From this we observe no overall trends.

• There is a greater density of politicians born in January for countries with a low HDI

• However, all 39 African countries have a low HDI, except Mauritius, thus make up most of our dataset

• Most African countries start school in January, hence this could offer some explanation why we see these trends - but again, no definite conclusion

  1. Mean Years of Schooling

These results are prevalent from Figure 4. This figure represents the mean years of schooling for each month of the year:

Code
# Analysis for mean years of schooling. Top 50 vs bottom 50 countries.
top_mys=data.query('country in @top_50_mys')
top_mys_monthly=top_mys.groupby(data['birth_date'].dt.month).count()[['name']]
bottom_mys=data.query('country in @bottom_50_mys')
bottom_mys_monthly=bottom_mys.groupby(data['birth_date'].dt.month).count()[['name']]

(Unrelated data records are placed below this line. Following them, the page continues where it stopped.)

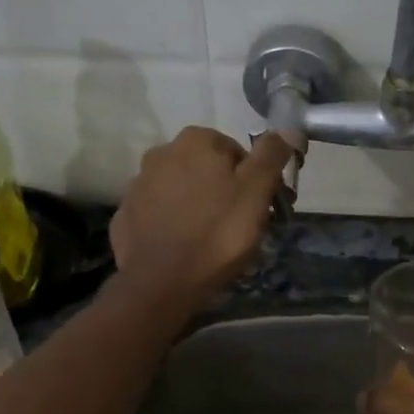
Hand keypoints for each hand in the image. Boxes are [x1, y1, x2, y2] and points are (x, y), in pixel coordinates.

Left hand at [109, 127, 293, 307]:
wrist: (160, 283)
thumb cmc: (217, 233)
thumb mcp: (256, 192)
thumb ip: (272, 156)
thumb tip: (288, 129)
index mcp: (196, 141)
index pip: (237, 152)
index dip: (254, 180)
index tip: (262, 207)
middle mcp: (162, 152)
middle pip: (207, 168)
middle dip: (224, 190)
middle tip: (240, 225)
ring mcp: (139, 184)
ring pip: (181, 189)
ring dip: (198, 205)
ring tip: (212, 240)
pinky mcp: (125, 214)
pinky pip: (159, 213)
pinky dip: (173, 223)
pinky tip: (184, 246)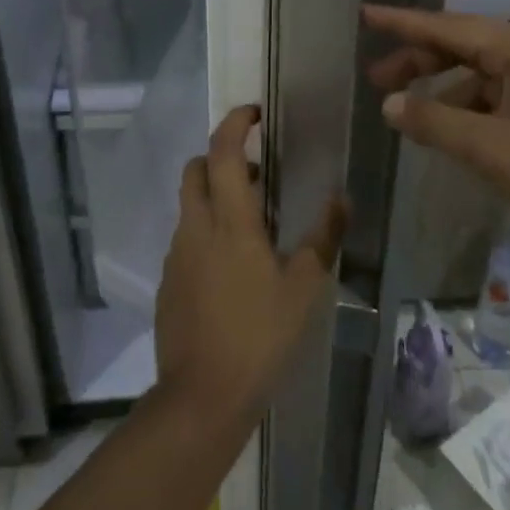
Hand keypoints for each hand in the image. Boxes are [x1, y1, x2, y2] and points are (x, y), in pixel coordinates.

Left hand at [154, 106, 345, 435]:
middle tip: (255, 172)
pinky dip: (205, 230)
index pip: (222, 151)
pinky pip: (186, 237)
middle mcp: (196, 227)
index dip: (234, 123)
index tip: (254, 113)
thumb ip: (323, 238)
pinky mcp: (168, 280)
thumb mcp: (304, 288)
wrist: (201, 396)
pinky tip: (231, 266)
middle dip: (220, 156)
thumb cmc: (259, 336)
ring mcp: (177, 254)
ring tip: (251, 224)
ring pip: (189, 204)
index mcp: (230, 221)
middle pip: (196, 169)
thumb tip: (340, 198)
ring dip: (214, 195)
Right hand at [363, 5, 509, 251]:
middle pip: (458, 47)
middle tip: (375, 79)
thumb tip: (389, 104)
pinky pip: (492, 101)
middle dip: (415, 61)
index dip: (400, 22)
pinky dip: (465, 112)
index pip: (444, 27)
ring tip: (406, 115)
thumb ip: (435, 123)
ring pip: (475, 77)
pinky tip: (450, 136)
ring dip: (439, 91)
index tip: (363, 14)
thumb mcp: (493, 148)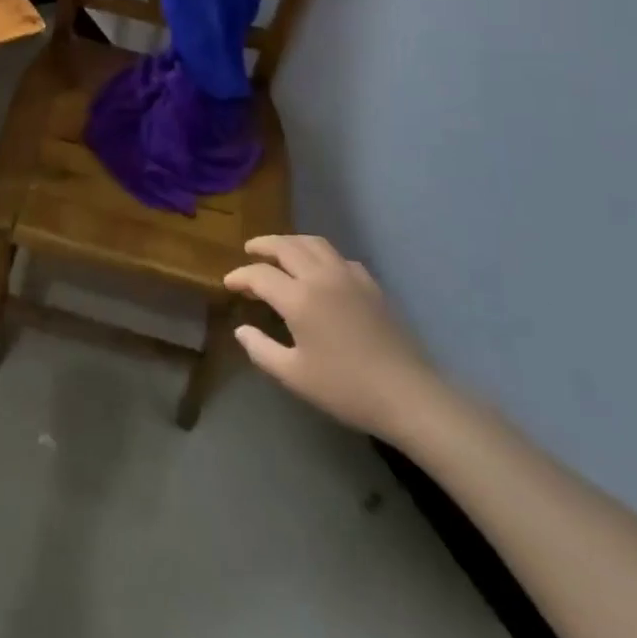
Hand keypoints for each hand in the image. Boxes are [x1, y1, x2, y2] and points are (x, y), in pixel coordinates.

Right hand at [225, 235, 440, 438]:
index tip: (228, 283)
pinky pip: (338, 257)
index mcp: (299, 298)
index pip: (260, 275)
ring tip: (279, 250)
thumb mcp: (294, 376)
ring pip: (314, 243)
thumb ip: (262, 349)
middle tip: (249, 250)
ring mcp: (349, 276)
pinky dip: (320, 255)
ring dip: (291, 242)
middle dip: (263, 245)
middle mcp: (321, 277)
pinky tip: (320, 270)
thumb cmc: (346, 388)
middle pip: (286, 246)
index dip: (240, 276)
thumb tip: (241, 330)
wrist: (408, 395)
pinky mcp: (370, 285)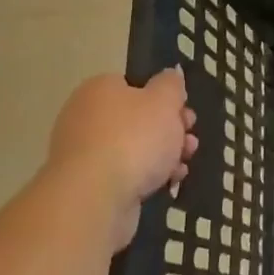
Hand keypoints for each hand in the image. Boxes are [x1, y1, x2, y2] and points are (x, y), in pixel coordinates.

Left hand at [47, 70, 197, 249]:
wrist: (95, 198)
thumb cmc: (134, 138)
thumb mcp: (164, 101)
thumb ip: (171, 85)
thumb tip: (169, 76)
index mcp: (99, 90)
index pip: (134, 85)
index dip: (164, 97)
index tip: (184, 112)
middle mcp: (85, 117)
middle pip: (137, 118)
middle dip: (170, 129)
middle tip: (190, 138)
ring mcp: (84, 153)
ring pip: (134, 148)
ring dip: (164, 155)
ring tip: (184, 164)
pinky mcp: (89, 185)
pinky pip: (125, 174)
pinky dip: (148, 176)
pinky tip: (169, 182)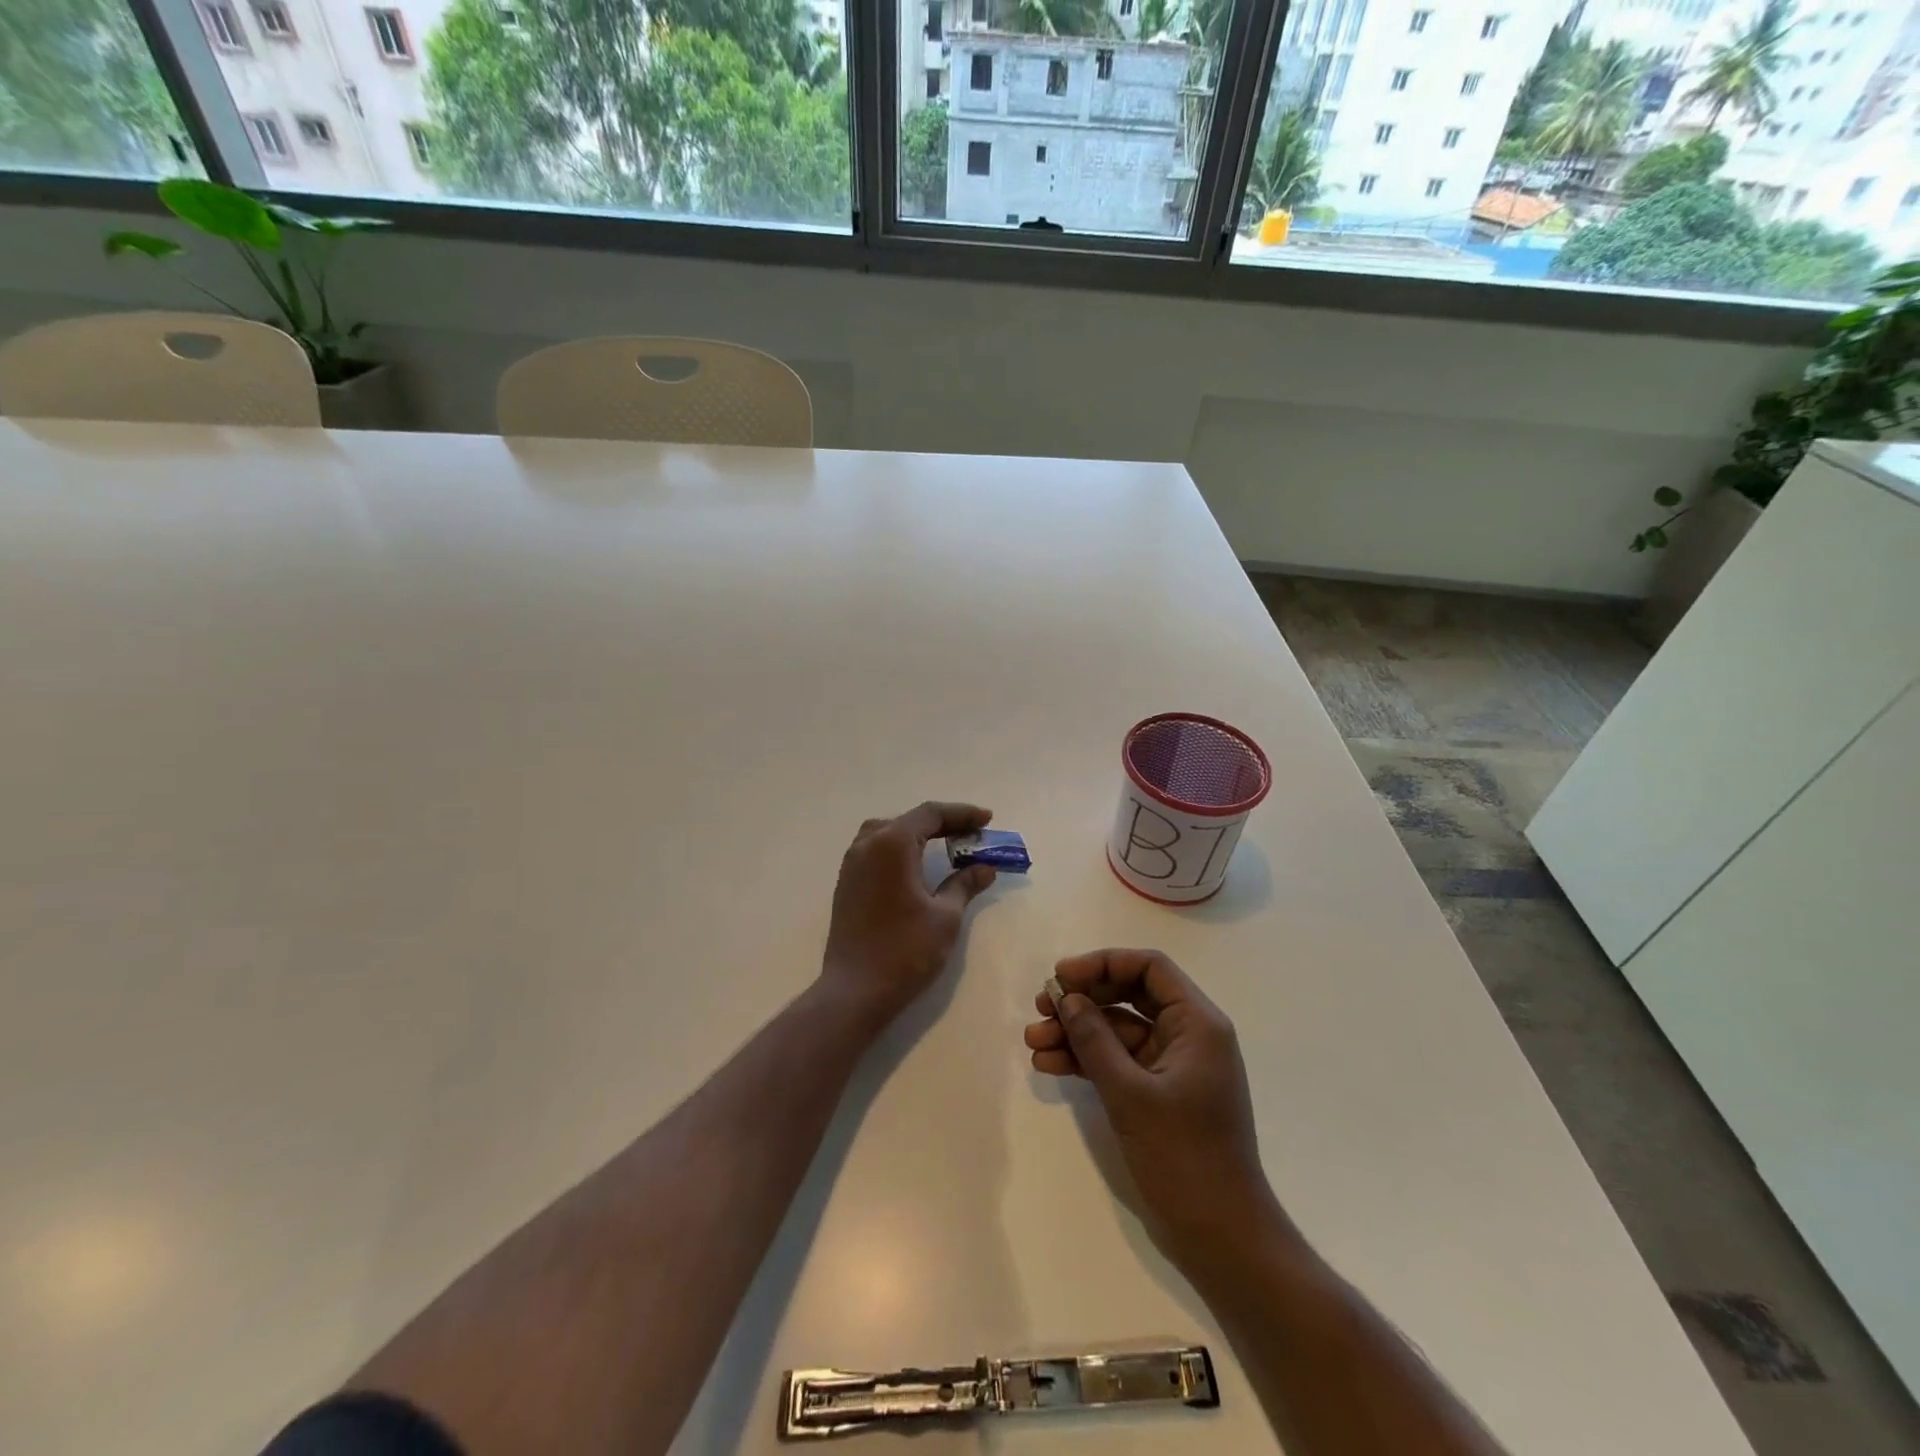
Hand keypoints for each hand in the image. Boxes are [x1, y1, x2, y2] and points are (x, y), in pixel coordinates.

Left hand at [819, 802, 997, 1026]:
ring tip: (946, 845)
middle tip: (973, 834)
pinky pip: (876, 850)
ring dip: (919, 834)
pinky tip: (917, 866)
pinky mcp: (847, 883)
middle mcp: (867, 844)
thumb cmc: (906, 950)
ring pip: (888, 832)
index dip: (962, 814)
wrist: (855, 990)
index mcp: (892, 844)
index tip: (988, 820)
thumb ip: (964, 884)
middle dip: (943, 823)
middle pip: (909, 820)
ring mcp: (852, 863)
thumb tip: (985, 867)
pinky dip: (900, 848)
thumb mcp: (945, 916)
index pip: (931, 814)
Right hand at [1025, 948, 1278, 1261]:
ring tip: (1033, 1042)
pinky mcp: (1158, 1093)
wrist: (1222, 1238)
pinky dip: (1087, 1060)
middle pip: (1129, 994)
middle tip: (1041, 1007)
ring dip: (1077, 1032)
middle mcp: (1188, 1035)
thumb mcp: (1131, 1093)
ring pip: (1118, 1029)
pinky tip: (1050, 1065)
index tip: (1062, 976)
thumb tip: (1067, 998)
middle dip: (1083, 998)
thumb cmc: (1185, 1156)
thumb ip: (1095, 1040)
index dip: (1103, 963)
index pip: (1149, 968)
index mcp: (1197, 1023)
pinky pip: (1118, 1061)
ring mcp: (1172, 1065)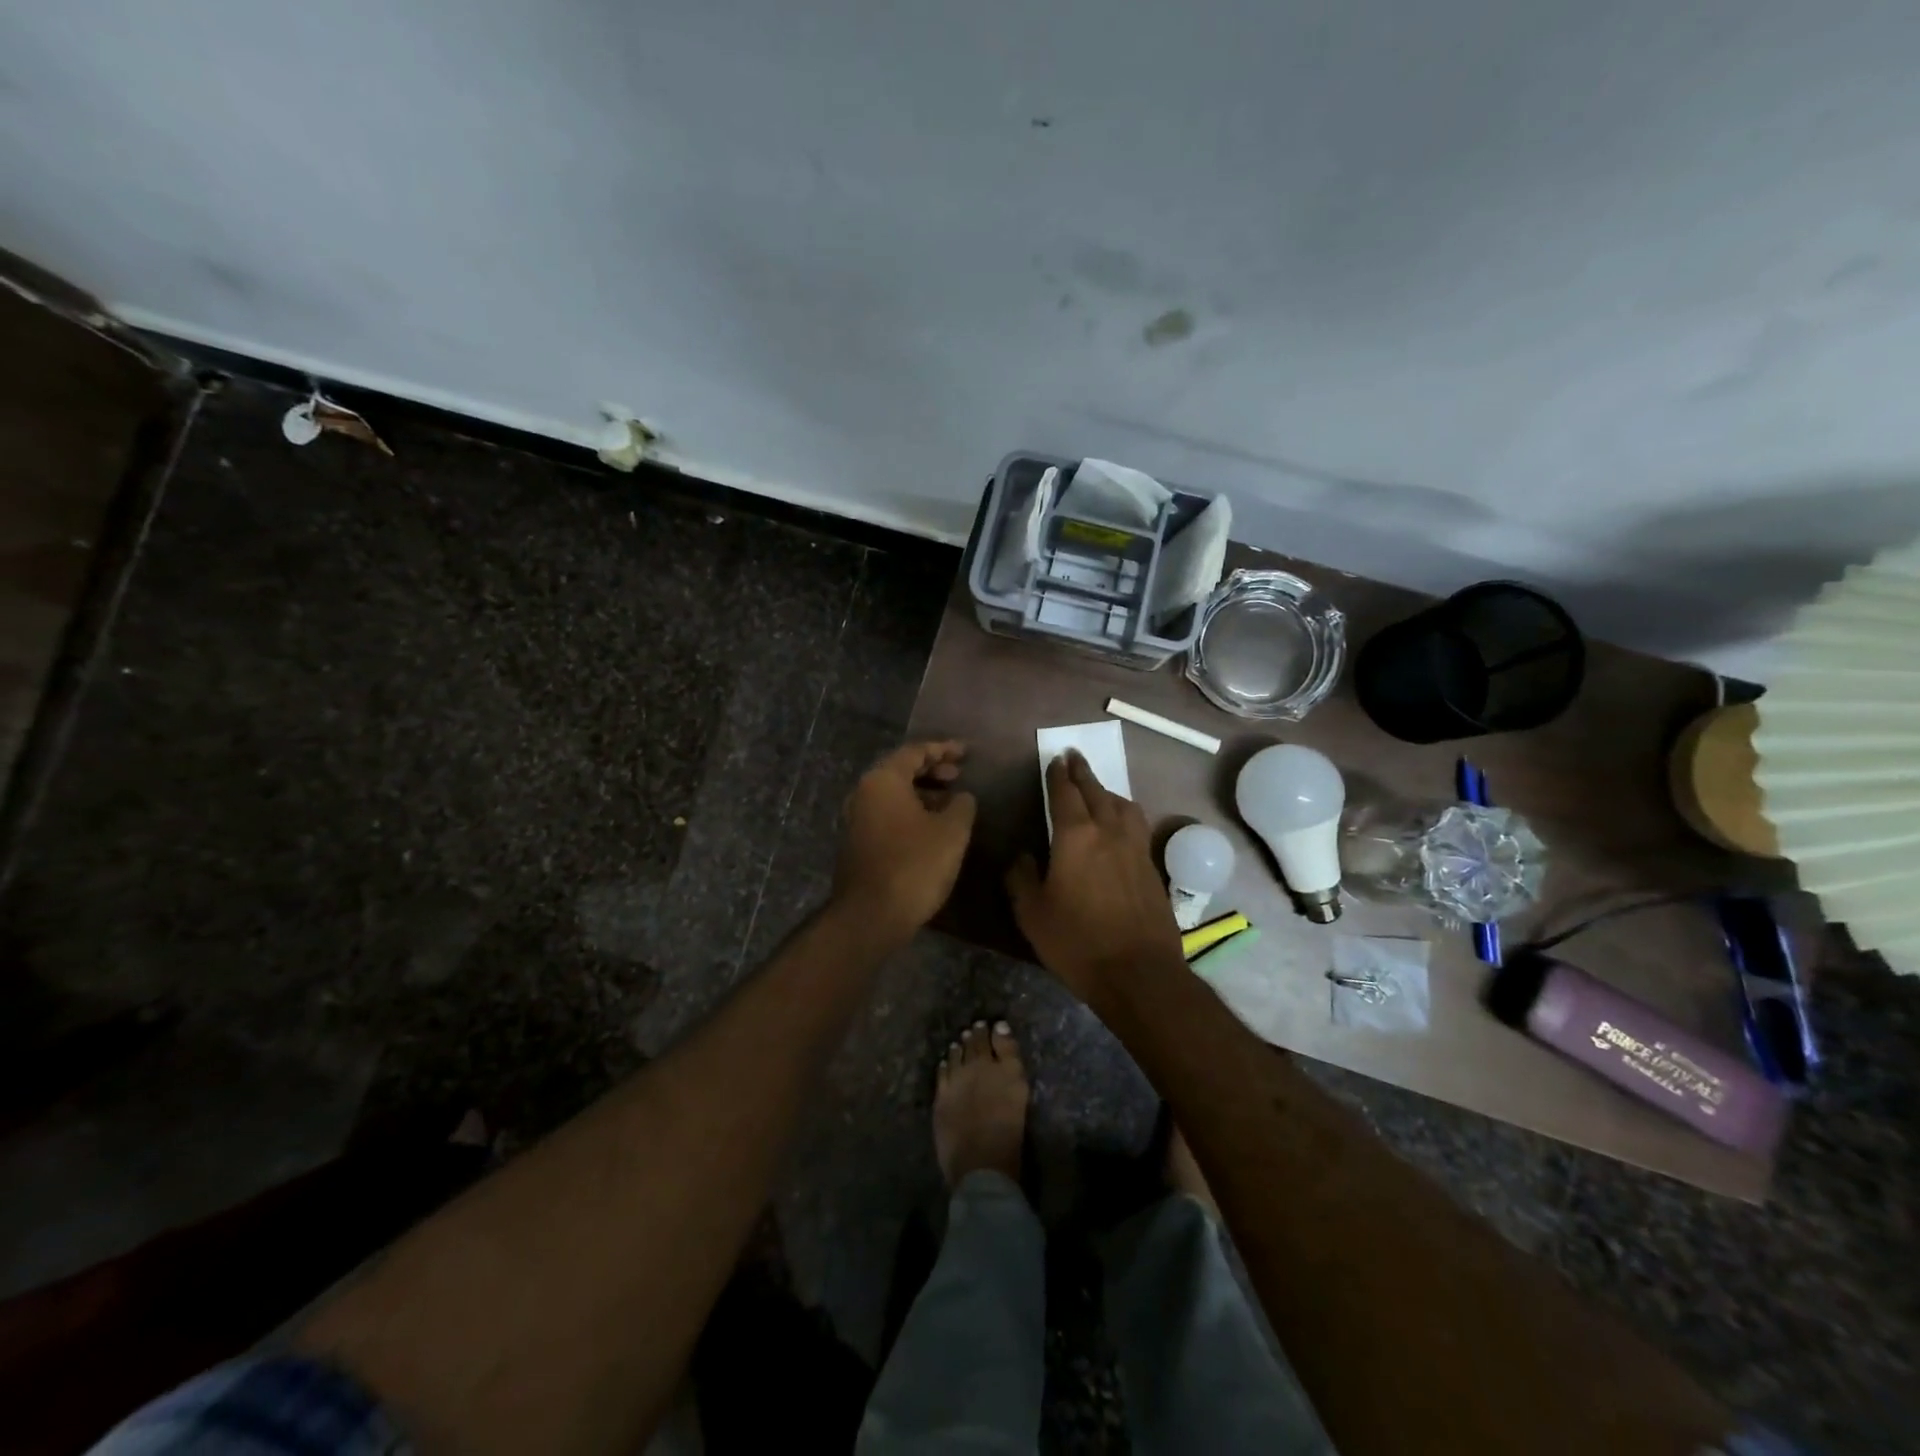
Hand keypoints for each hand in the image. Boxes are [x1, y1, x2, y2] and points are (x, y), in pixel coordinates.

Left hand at [833, 741, 976, 939]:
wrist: (871, 915)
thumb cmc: (915, 864)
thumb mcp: (952, 831)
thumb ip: (962, 805)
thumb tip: (962, 796)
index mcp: (883, 780)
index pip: (915, 751)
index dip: (944, 749)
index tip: (967, 752)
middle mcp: (863, 792)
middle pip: (900, 770)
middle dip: (932, 770)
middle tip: (959, 775)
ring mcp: (855, 819)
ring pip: (893, 794)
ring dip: (922, 792)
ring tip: (950, 802)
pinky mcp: (856, 842)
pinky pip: (886, 814)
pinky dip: (909, 811)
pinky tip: (931, 827)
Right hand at [1006, 751, 1184, 1013]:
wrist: (1139, 973)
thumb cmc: (1077, 942)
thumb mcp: (1032, 914)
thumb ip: (1022, 879)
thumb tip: (1023, 857)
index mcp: (1076, 837)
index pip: (1065, 794)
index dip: (1059, 775)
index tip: (1056, 758)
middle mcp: (1109, 832)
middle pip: (1097, 792)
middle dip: (1083, 772)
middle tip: (1075, 757)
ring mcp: (1136, 849)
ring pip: (1124, 806)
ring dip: (1108, 792)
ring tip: (1100, 790)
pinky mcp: (1152, 868)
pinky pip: (1138, 827)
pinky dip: (1125, 815)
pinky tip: (1122, 827)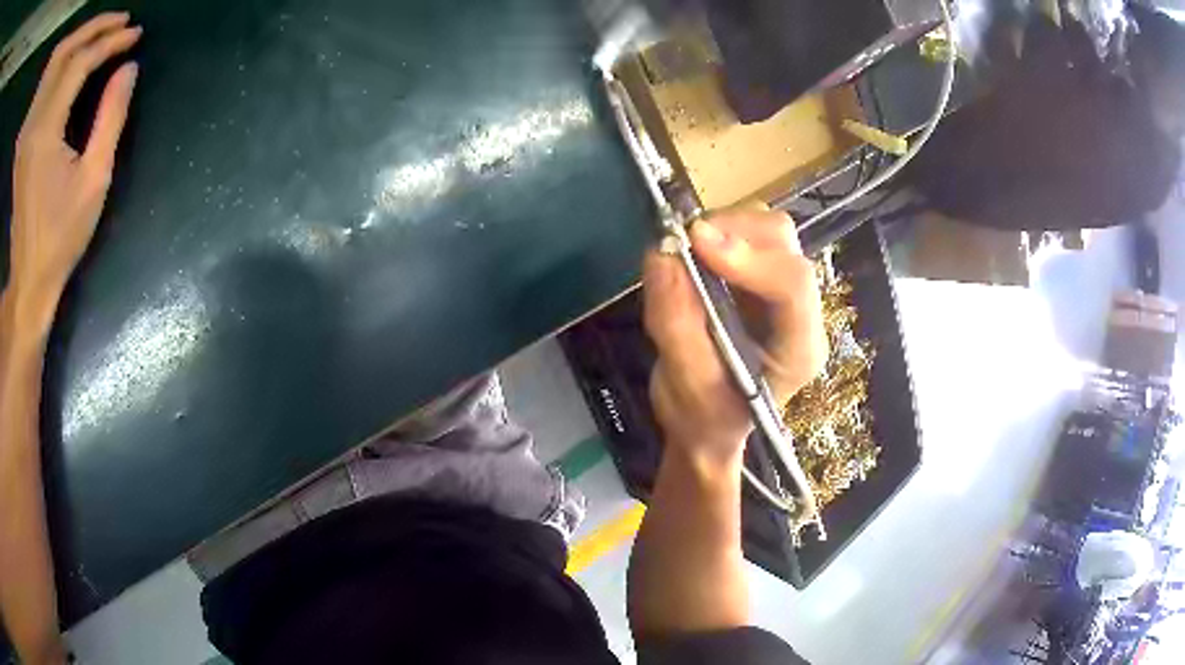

monthly_df=pd.merge(top_mys_monthly,bottom_mys_monthly,how='inner',left_index=True,right_index=True)
monthly_df.rename(columns={'name_x':'top_mys','name_y':'bottom_mys'},inplace=True)
monthly_df['top_mys_percentage']=(monthly_df['top_mys']/monthly_df['top_mys'].sum()*100).round(2)
monthly_df['bottom_mys_percentage']=(monthly_df['bottom_mys']/monthly_df['bottom_mys'].sum()*100).round(2)
monthly_df.index=['Jan','Feb','Mar','Apr','May','Jun','Jul','Aug','Sep','Oct','Nov','Dec']
monthly_df.index=pd.Categorical(monthly_df.index,categories=['Jan','Feb','Mar','Apr','May','Jun','Jul','Aug','Sep','Oct','Nov','Dec'],ordered=True)
# monthly_df

# Create a double bar plot for MYS analysis
mys_plot_df=pd.concat([monthly_df[['top_mys_percentage']].rename(columns={'top_mys_percentage':'percentage'})\
                   ,monthly_df[['bottom_mys_percentage']].rename(columns={'bottom_mys_percentage':'percentage'})],axis=0).reset_index()
mys_plot_df['group']=['Top 50' if i<12 else 'Bottom 50' for i in range(24)]
ggplot(mys_plot_df,aes(x='index',y='percentage',fill='group'))\
    + geom_bar(stat='identity', position='dodge', width=0.7) \
    + labs(x='Month', y='Percentage', title='Top 50 MYS vs Bottom 50 MYS') \
    + theme(figure_size=(10, 5)) 

monthly_df['difference']=monthly_df['top_mys_percentage']-monthly_df['bottom_mys_percentage']
monthly_df['pc_difference']=monthly_df['difference']/monthly_df['bottom_mys_percentage']*100
monthly_df['pc_difference']=monthly_df['pc_difference'].round(2)
monthly_df
ggplot(monthly_df,aes(x=monthly_df.index,y='pc_difference', fill='pc_difference'))\
    + geom_hline(yintercept=0, linetype='dashed', color='black') \
    + geom_bar(stat='identity') \
    + labs(x='Month', y='Percentage', title='Top 50 MYS compared to Bottom 50 MYS') \
    + theme(figure_size=(10, 5))\
    + scale_fill_gradient(low='red',high='blue')

Those born in January for the top 50 countries are 25% lower than the bottom 50 countries.

However, we had some concerns about the quality of the data, specifically completeness of data entry for a number of low development countries

Since we are avoiding making any strong conclusions or justifications for the observed patterns, we turn our focus on the UK in our later analysis, in the hope to observe related trends.